Others might argue that South Park uses that humor as a way of satirizing
it. And, finally, some might argue that it's just funny.
The episode starts with the boys watching
the Maury Povich show. The show features people with unusual physical
disabilities, and Maury not-so-gently questions them on their difficult
lives. When the guests receive a lovely parting gift at the end of the
show, the boys decide to create a "freak" to secure their own parting
gifts. Nobody is surprised when they choose Butters, but Carman's idea
of his physical issue is something only an eight and a half year old
boy (or the South Park writers) could imagine: Cartman tells the Maury
Povich show that Butters suffers from "chinballitis," or the heartbreaking
syndrome of having testes growing on one's chin.

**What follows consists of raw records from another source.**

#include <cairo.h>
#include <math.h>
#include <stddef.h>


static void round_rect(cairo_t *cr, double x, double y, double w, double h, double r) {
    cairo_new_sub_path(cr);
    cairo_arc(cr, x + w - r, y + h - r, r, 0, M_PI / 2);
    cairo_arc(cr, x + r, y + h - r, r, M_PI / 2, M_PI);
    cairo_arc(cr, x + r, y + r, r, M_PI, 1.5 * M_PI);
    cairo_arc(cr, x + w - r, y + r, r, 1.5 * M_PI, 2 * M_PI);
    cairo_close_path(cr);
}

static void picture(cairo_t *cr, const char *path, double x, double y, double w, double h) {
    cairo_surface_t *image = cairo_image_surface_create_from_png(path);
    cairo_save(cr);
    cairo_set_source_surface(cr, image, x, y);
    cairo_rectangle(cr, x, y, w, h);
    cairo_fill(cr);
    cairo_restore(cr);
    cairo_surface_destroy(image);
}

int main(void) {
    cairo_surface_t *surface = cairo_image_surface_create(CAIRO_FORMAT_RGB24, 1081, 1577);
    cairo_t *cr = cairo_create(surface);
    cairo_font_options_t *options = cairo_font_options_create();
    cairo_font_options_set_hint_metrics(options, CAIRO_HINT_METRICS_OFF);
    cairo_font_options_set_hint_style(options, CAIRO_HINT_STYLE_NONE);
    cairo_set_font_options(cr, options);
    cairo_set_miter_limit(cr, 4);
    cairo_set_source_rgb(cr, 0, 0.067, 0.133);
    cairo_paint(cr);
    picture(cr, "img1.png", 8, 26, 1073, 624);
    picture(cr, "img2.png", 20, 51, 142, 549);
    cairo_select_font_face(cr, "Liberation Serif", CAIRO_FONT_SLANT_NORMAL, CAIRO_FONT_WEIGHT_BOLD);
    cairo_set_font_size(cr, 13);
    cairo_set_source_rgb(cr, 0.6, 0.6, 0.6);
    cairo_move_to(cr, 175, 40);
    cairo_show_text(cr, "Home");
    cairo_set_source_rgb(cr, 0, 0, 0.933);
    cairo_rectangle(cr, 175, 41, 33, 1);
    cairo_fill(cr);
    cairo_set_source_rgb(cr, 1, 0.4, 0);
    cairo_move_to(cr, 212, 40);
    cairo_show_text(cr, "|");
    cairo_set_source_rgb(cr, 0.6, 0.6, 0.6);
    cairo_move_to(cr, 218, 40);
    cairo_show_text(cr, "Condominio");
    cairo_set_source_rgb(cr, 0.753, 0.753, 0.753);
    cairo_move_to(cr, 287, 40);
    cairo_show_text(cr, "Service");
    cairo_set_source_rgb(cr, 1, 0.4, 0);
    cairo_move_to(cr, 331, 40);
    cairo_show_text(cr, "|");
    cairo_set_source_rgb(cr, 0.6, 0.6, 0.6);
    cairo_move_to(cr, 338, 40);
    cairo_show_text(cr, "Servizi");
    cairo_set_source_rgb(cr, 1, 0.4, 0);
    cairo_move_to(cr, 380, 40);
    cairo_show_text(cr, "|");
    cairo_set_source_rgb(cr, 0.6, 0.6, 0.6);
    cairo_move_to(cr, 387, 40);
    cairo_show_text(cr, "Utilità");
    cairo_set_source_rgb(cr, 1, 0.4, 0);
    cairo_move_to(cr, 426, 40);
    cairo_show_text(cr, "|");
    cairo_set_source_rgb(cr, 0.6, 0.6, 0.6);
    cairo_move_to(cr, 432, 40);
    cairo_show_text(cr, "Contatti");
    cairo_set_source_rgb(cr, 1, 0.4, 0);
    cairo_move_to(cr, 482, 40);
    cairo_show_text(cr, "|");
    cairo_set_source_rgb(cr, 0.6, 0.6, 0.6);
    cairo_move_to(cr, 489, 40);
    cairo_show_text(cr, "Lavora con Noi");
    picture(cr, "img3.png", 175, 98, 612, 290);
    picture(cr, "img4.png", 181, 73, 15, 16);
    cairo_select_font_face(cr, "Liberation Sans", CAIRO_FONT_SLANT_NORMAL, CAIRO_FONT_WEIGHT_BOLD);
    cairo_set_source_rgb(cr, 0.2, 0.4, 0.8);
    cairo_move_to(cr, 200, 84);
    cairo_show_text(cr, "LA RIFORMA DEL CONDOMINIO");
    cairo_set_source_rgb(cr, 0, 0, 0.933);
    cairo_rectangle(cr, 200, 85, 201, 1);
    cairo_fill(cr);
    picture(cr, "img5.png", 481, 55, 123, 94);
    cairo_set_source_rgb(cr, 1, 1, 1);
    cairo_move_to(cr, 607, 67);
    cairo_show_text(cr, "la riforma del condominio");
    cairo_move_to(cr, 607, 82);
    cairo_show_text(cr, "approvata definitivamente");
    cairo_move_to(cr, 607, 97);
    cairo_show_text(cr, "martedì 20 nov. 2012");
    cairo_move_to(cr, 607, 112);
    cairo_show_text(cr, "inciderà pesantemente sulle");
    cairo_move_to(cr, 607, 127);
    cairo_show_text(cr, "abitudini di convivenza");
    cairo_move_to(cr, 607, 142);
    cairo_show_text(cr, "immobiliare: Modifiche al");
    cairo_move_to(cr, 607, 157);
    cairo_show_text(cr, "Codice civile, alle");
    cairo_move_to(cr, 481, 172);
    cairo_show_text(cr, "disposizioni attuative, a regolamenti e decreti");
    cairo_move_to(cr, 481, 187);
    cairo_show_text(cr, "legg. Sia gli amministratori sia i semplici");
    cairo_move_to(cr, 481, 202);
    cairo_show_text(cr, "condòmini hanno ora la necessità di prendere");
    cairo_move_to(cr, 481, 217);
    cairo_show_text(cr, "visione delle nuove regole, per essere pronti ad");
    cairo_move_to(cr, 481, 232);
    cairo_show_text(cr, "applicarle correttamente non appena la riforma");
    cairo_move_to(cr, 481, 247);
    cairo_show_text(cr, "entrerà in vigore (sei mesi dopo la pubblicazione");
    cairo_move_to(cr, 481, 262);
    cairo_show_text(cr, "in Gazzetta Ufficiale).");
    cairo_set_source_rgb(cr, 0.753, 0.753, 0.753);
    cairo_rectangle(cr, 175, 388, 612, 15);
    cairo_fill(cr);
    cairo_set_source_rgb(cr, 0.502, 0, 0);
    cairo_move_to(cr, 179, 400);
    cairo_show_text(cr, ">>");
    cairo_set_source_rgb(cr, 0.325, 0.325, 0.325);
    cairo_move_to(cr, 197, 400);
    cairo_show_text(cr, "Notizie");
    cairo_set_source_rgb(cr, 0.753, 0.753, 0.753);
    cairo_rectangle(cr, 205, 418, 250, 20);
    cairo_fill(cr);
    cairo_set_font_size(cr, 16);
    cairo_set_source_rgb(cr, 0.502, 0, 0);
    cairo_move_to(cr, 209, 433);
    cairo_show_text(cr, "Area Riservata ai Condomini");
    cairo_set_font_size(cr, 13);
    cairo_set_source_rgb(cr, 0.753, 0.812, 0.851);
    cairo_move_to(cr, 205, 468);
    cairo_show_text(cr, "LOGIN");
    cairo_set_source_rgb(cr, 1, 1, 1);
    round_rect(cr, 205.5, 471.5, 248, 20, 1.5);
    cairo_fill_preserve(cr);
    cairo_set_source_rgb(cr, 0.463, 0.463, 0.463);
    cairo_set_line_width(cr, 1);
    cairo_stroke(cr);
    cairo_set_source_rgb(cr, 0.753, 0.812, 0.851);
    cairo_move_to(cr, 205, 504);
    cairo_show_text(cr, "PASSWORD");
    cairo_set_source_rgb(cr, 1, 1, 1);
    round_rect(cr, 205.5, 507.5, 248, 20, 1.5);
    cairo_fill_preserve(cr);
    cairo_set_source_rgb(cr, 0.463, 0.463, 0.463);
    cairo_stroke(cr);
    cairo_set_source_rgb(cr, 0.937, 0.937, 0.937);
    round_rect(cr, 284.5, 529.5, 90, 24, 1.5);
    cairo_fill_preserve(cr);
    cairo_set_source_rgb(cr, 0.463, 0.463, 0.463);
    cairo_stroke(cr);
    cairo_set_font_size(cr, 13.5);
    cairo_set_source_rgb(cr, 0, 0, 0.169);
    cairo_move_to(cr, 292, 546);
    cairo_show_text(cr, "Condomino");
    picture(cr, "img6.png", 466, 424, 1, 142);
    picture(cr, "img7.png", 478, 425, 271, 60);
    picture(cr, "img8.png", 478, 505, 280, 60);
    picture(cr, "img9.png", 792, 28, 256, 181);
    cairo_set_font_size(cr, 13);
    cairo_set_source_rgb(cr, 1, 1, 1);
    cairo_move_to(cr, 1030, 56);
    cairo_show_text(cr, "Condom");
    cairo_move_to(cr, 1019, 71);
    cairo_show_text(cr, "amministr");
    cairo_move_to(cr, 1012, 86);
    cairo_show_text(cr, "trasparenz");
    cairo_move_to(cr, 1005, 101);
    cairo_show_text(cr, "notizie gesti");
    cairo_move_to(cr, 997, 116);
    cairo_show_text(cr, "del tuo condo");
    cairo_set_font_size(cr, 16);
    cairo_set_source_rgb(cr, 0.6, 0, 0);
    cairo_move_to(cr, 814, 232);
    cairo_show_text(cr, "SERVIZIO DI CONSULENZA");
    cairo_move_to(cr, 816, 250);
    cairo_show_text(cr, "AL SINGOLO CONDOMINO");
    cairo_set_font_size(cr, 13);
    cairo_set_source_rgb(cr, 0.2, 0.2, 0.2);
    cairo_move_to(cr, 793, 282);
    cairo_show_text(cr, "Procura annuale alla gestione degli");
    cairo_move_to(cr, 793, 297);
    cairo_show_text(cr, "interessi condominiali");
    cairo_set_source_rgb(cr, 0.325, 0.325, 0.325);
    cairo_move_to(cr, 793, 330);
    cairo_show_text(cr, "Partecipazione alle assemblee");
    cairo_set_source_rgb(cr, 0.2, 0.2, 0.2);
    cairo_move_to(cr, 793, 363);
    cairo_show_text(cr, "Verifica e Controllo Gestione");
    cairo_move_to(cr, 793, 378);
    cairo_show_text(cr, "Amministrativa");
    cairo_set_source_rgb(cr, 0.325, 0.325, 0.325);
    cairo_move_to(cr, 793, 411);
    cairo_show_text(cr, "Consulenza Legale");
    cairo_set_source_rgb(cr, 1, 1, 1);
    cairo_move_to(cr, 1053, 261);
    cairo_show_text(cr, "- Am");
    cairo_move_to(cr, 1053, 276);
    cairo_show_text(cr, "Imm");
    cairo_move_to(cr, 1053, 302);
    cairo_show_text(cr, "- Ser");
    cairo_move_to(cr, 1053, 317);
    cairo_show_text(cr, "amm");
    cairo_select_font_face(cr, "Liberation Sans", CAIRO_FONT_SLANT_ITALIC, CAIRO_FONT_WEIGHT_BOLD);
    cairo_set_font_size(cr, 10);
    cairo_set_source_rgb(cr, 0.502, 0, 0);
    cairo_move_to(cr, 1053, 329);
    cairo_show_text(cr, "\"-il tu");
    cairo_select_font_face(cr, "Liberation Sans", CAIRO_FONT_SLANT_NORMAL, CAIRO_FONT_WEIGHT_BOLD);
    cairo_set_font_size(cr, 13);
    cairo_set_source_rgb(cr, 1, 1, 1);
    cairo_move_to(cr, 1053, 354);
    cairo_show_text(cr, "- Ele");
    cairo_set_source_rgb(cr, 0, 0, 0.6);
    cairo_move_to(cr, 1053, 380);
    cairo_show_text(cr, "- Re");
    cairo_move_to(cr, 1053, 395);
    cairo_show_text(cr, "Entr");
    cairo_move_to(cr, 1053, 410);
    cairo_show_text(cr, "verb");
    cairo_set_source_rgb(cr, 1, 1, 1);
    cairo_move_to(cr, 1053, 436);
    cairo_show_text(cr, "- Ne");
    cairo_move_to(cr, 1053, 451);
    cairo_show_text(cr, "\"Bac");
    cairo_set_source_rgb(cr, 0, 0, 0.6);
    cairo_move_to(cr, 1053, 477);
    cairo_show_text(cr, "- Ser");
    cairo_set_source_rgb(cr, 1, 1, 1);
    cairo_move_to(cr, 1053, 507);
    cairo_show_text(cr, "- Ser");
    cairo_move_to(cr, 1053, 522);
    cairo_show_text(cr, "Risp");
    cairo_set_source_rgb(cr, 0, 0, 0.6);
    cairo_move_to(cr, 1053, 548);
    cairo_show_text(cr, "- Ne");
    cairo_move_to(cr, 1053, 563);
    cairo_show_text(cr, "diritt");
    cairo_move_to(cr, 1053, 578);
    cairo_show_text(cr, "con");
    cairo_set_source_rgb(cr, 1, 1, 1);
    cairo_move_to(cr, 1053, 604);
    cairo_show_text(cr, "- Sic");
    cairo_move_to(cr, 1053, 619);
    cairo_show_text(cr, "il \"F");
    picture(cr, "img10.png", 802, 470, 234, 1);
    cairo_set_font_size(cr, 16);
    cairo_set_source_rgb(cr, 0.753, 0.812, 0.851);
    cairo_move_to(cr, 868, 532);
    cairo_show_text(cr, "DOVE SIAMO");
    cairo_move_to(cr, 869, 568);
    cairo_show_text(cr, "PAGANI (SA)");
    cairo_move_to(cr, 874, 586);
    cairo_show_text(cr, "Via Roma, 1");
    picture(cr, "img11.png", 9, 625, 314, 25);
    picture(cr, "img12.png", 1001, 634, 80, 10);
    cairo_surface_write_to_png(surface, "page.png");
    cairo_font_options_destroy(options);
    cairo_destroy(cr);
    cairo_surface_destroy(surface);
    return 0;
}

Of particular interest to the fanboyplanet.com
readership is the appearance of the local sci-fi fanboys, complete with
their "Resistance is futile" t-shirts and suspiciously familiar speech
cadences. (For reference, see the bearded, comic book-selling guy on
The Simpsons.) Their reward for creating a chin prosthetic for Butters:
the original AVID cut of Episode 1, upon which they fall like hungry
wolves.
In the Maury show green room Butters introduces
himself as "Napoleon Bonaparte" to several other guests with unusual
physical challenges. They are professionals on the talk show circuit
- a modern-day freak show. At the end of Butters' appearance with Maury,
he is sent directly to the world's largest putt-putt course as his prize.
The boys back in Colorado are enraged
that their plan resulted in Butters going alone to the putt-putt course.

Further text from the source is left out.